PROBLEM TO WORK ON
Go through the entries below from the first line and transcribe each one exactly, ending with the line that contains "index tip: (381, 191)".

:: DATA RECORDS

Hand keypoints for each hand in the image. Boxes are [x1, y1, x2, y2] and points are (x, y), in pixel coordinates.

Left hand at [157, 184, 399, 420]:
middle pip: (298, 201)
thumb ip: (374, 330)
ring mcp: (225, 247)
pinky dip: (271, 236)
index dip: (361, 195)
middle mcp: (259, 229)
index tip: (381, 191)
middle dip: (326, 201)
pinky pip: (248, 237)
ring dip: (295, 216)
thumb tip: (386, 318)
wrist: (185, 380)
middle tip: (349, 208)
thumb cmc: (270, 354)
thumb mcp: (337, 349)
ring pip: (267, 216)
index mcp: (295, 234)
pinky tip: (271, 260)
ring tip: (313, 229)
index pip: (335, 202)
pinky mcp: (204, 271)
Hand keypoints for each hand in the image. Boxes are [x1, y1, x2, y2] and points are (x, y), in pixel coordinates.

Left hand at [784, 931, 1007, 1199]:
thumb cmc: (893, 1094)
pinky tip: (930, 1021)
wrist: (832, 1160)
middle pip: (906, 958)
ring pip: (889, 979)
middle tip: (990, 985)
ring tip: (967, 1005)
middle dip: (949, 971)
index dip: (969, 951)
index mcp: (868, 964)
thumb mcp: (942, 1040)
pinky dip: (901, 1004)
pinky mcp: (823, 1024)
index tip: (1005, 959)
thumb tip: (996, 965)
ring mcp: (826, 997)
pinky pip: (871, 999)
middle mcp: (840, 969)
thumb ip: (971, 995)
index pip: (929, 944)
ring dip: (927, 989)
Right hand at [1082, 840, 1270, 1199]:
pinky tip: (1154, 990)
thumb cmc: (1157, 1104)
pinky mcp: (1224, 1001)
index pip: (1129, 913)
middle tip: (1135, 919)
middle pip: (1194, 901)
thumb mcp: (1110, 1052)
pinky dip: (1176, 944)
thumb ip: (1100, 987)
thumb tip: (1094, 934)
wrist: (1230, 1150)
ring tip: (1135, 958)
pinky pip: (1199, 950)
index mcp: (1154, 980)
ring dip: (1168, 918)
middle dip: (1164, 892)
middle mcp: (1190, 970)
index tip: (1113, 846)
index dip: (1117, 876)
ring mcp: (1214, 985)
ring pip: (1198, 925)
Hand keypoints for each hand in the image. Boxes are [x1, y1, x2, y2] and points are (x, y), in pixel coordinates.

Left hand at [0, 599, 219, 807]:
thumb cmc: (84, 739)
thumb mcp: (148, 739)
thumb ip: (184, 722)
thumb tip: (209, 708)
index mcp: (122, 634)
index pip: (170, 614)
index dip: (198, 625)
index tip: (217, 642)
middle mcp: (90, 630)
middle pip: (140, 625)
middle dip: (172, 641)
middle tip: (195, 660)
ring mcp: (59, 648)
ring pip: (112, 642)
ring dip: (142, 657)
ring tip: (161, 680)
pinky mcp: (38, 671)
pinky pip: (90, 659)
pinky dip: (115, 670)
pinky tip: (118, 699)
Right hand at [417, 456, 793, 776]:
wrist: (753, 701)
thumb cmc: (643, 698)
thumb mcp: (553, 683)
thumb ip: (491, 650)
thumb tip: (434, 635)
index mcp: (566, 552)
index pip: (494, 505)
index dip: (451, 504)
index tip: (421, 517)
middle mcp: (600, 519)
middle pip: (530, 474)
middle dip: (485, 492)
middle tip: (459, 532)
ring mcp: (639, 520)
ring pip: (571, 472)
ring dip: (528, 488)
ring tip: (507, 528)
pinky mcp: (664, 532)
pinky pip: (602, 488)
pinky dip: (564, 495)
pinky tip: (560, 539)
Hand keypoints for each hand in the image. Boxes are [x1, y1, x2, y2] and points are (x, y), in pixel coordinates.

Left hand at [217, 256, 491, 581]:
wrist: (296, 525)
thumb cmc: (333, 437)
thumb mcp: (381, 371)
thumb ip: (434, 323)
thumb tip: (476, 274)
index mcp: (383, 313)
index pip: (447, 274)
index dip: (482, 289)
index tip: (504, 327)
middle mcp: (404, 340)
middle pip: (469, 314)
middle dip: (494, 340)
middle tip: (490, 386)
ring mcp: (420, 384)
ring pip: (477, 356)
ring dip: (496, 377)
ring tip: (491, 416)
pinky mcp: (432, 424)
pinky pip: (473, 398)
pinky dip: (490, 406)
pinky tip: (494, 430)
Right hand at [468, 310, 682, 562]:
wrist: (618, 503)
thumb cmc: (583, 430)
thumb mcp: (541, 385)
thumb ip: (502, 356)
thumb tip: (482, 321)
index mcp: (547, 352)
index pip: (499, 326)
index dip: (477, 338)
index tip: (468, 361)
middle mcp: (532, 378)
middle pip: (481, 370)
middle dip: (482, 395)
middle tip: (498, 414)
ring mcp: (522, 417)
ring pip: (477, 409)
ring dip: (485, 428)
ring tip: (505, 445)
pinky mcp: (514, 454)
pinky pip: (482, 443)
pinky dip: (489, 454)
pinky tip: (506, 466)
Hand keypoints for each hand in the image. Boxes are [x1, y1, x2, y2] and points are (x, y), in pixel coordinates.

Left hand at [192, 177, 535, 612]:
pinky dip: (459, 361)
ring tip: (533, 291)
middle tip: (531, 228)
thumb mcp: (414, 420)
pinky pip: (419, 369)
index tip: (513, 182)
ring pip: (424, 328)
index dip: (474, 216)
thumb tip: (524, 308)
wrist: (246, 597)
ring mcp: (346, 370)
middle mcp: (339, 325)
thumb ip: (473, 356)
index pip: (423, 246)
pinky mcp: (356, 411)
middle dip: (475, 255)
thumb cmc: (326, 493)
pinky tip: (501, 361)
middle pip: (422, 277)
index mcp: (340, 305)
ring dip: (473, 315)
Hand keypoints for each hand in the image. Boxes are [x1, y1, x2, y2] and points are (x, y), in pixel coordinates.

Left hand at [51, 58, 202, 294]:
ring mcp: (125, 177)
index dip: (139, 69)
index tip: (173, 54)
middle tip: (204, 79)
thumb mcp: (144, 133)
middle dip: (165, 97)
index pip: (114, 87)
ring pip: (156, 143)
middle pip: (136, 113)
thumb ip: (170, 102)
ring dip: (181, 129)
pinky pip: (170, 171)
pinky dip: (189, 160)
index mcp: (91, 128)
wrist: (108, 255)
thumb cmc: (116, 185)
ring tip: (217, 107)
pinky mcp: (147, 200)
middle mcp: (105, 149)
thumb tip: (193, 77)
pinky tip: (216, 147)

::::

SOLUTION
Hand keypoints for each hand in the image. Boxes are [x1, y1, x2, y2] and points are (x, y), in pixel coordinates.

Left hand at [157, 184, 399, 420]:
middle pip: (298, 201)
thumb ip: (374, 330)
ring mcp: (225, 247)
pinky dip: (271, 236)
index dip: (361, 195)
middle mcp: (259, 229)
index tip: (381, 191)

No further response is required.